*Assignment:*
Every line of the data is to be retyped exactly.

(Listed entries begins)

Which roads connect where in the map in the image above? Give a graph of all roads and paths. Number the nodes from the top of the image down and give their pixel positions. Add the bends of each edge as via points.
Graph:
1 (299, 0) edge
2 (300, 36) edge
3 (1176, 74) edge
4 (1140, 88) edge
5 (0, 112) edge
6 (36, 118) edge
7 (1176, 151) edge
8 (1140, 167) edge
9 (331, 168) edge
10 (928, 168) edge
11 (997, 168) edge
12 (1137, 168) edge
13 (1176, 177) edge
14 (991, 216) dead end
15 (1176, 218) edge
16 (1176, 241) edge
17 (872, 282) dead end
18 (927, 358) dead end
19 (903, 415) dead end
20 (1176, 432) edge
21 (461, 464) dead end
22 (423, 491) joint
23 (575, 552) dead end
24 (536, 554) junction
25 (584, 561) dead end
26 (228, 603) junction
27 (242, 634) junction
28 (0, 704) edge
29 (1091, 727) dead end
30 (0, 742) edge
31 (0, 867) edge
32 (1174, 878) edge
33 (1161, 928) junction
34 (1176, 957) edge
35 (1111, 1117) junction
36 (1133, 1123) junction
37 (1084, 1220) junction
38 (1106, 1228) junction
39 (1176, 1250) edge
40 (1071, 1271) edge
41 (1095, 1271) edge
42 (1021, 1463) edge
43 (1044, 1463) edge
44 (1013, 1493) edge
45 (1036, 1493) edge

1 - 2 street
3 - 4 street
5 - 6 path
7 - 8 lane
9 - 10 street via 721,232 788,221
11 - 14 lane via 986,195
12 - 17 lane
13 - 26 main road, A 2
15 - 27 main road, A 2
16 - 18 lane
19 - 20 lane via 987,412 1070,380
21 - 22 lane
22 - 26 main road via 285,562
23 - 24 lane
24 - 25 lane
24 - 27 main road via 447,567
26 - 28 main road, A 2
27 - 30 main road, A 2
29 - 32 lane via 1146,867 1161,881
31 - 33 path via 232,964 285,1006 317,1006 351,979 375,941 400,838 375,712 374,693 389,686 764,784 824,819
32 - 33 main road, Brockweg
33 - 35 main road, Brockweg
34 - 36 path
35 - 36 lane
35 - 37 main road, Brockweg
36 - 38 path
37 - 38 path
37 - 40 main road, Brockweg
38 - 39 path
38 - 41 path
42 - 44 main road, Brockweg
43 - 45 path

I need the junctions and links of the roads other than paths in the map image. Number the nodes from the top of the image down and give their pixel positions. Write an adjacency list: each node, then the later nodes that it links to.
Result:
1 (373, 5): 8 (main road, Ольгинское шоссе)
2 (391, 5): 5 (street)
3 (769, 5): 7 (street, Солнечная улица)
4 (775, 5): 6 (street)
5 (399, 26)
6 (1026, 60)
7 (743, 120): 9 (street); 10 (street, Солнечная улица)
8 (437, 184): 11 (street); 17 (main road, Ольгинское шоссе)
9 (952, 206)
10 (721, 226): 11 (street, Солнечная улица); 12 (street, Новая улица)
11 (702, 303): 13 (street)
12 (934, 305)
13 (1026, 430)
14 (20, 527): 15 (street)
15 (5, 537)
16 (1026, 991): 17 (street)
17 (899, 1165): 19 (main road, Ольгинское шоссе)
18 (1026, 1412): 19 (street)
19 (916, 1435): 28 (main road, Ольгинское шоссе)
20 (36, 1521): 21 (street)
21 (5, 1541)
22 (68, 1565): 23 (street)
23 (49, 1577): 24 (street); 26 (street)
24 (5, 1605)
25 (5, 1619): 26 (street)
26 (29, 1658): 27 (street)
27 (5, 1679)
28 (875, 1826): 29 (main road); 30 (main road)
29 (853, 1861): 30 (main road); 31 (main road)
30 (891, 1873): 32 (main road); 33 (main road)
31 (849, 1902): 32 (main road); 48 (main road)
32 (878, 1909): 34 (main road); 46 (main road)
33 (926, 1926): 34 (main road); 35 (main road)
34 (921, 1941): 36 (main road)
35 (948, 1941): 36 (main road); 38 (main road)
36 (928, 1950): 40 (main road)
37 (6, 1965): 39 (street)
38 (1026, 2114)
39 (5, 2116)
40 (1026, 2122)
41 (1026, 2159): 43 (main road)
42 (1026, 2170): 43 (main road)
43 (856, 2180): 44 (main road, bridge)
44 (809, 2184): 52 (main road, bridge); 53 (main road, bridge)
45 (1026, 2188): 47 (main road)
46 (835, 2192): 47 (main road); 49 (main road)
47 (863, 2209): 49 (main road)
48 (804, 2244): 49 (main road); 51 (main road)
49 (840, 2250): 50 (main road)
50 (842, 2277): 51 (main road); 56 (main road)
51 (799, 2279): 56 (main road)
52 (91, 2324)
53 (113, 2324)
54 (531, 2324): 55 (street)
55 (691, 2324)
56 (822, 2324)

(Listed entries ends)

*Solved problem:*
Which roads connect where in the map in the image above? Give a graph of all roads and paths. Number the nodes from the top of the image down and give their pixel positions. Add the bends of each edge as via points.
Graph:
1 (299, 0) edge
2 (300, 36) edge
3 (1176, 74) edge
4 (1140, 88) edge
5 (0, 112) edge
6 (36, 118) edge
7 (1176, 151) edge
8 (1140, 167) edge
9 (331, 168) edge
10 (928, 168) edge
11 (997, 168) edge
12 (1137, 168) edge
13 (1176, 177) edge
14 (991, 216) dead end
15 (1176, 218) edge
16 (1176, 241) edge
17 (872, 282) dead end
18 (927, 358) dead end
19 (903, 415) dead end
20 (1176, 432) edge
21 (461, 464) dead end
22 (423, 491) joint
23 (575, 552) dead end
24 (536, 554) junction
25 (584, 561) dead end
26 (228, 603) junction
27 (242, 634) junction
28 (0, 704) edge
29 (1091, 727) dead end
30 (0, 742) edge
31 (0, 867) edge
32 (1174, 878) edge
33 (1161, 928) junction
34 (1176, 957) edge
35 (1111, 1117) junction
36 (1133, 1123) junction
37 (1084, 1220) junction
38 (1106, 1228) junction
39 (1176, 1250) edge
40 (1071, 1271) edge
41 (1095, 1271) edge
42 (1021, 1463) edge
43 (1044, 1463) edge
44 (1013, 1493) edge
45 (1036, 1493) edge

1 - 2 street
3 - 4 street
5 - 6 path
7 - 8 lane
9 - 10 street via 721,232 788,221
11 - 14 lane via 986,195
12 - 17 lane
13 - 26 main road, A 2
15 - 27 main road, A 2
16 - 18 lane
19 - 20 lane via 987,412 1070,380
21 - 22 lane
22 - 26 main road via 285,562
23 - 24 lane
24 - 25 lane
24 - 27 main road via 447,567
26 - 28 main road, A 2
27 - 30 main road, A 2
29 - 32 lane via 1146,867 1161,881
31 - 33 path via 232,964 285,1006 317,1006 351,979 375,941 400,838 375,712 374,693 389,686 764,784 824,819
32 - 33 main road, Brockweg
33 - 35 main road, Brockweg
34 - 36 path
35 - 36 lane
35 - 37 main road, Brockweg
36 - 38 path
37 - 38 path
37 - 40 main road, Brockweg
38 - 39 path
38 - 41 path
42 - 44 main road, Brockweg
43 - 45 path

I need the junctions and links of the roads other than paths in the map image. Number the nodes from the top of the image down and give their pixel positions. Write an adjacency list: each node, then the later nodes that it links to.
Result:
1 (373, 5): 8 (main road, Ольгинское шоссе)
2 (391, 5): 5 (street)
3 (769, 5): 7 (street, Солнечная улица)
4 (775, 5): 6 (street)
5 (399, 26)
6 (1026, 60)
7 (743, 120): 9 (street); 10 (street, Солнечная улица)
8 (437, 184): 11 (street); 17 (main road, Ольгинское шоссе)
9 (952, 206)
10 (721, 226): 11 (street, Солнечная улица); 12 (street, Новая улица)
11 (702, 303): 13 (street)
12 (934, 305)
13 (1026, 430)
14 (20, 527): 15 (street)
15 (5, 537)
16 (1026, 991): 17 (street)
17 (899, 1165): 19 (main road, Ольгинское шоссе)
18 (1026, 1412): 19 (street)
19 (916, 1435): 28 (main road, Ольгинское шоссе)
20 (36, 1521): 21 (street)
21 (5, 1541)
22 (68, 1565): 23 (street)
23 (49, 1577): 24 (street); 26 (street)
24 (5, 1605)
25 (5, 1619): 26 (street)
26 (29, 1658): 27 (street)
27 (5, 1679)
28 (875, 1826): 29 (main road); 30 (main road)
29 (853, 1861): 30 (main road); 31 (main road)
30 (891, 1873): 32 (main road); 33 (main road)
31 (849, 1902): 32 (main road); 48 (main road)
32 (878, 1909): 34 (main road); 46 (main road)
33 (926, 1926): 34 (main road); 35 (main road)
34 (921, 1941): 36 (main road)
35 (948, 1941): 36 (main road); 38 (main road)
36 (928, 1950): 40 (main road)
37 (6, 1965): 39 (street)
38 (1026, 2114)
39 (5, 2116)
40 (1026, 2122)
41 (1026, 2159): 43 (main road)
42 (1026, 2170): 43 (main road)
43 (856, 2180): 44 (main road, bridge)
44 (809, 2184): 52 (main road, bridge); 53 (main road, bridge)
45 (1026, 2188): 47 (main road)
46 (835, 2192): 47 (main road); 49 (main road)
47 (863, 2209): 49 (main road)
48 (804, 2244): 49 (main road); 51 (main road)
49 (840, 2250): 50 (main road)
50 (842, 2277): 51 (main road); 56 (main road)
51 (799, 2279): 56 (main road)
52 (91, 2324)
53 (113, 2324)
54 (531, 2324): 55 (street)
55 (691, 2324)
56 (822, 2324)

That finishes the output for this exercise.